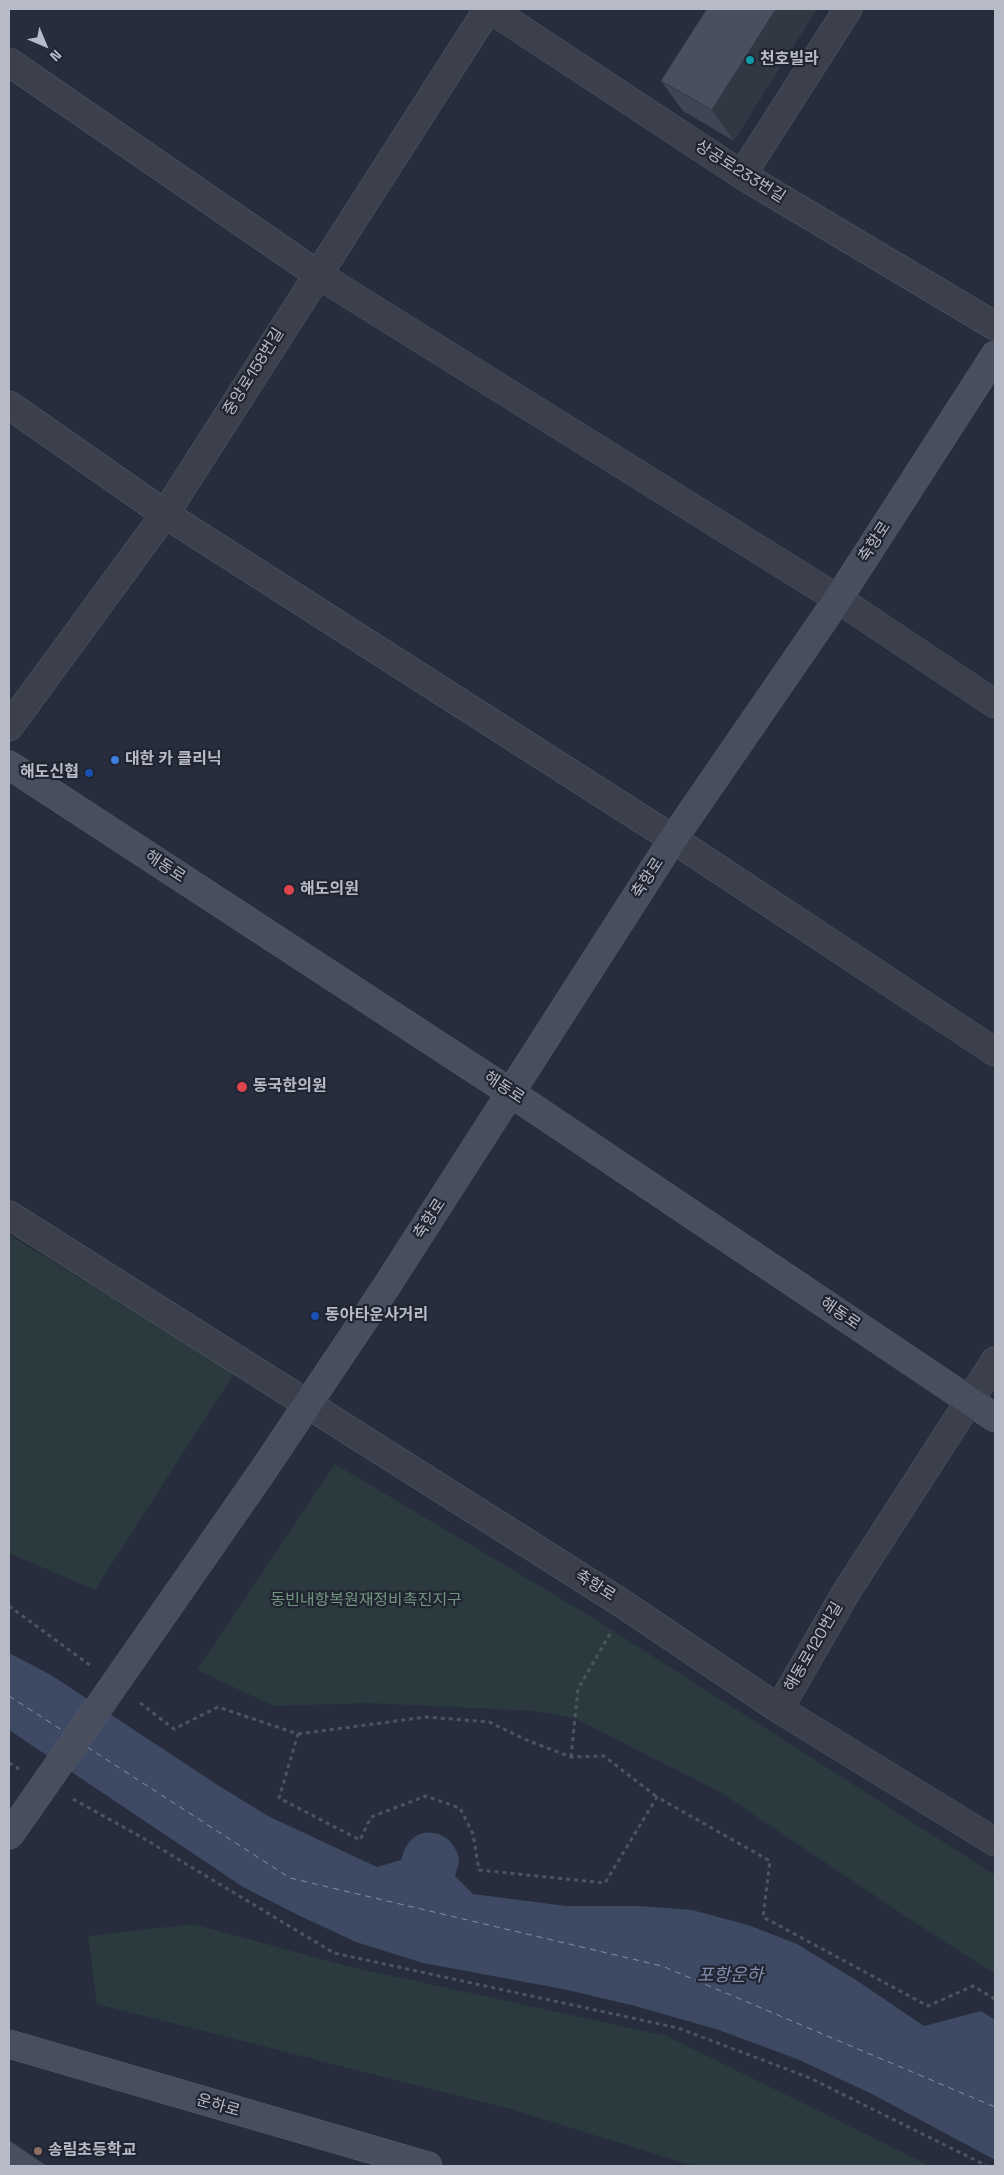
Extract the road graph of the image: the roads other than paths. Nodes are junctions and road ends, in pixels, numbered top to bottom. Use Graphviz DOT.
◇ ◇ ◇ ◇
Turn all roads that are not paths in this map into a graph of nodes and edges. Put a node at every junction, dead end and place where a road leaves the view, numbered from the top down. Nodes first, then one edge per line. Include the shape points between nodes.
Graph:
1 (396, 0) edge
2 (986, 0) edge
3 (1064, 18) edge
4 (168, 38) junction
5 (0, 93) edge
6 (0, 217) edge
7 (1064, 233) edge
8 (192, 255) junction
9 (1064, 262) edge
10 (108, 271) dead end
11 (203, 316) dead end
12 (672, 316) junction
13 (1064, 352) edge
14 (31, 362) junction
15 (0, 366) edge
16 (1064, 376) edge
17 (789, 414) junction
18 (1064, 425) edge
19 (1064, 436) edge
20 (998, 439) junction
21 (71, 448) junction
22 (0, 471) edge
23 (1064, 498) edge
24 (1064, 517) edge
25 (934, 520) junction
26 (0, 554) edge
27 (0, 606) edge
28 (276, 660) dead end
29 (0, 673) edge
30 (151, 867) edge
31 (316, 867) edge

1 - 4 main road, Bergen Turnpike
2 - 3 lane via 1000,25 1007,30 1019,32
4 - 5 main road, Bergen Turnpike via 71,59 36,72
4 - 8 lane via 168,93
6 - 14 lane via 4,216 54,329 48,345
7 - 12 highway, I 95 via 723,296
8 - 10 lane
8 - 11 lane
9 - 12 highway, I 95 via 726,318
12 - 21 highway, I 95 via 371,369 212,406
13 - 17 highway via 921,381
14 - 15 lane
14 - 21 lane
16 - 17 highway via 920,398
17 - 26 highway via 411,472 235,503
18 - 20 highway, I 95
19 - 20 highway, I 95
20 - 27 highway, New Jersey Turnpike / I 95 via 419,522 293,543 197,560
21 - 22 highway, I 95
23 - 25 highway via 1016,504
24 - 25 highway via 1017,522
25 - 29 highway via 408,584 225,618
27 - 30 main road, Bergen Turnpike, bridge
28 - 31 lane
◇ ◇ ◇ ◇
§ Work item
Where a line of the data contains "Nodes", include it in the tally, and answer with the tally alone.

§ Worked solution
2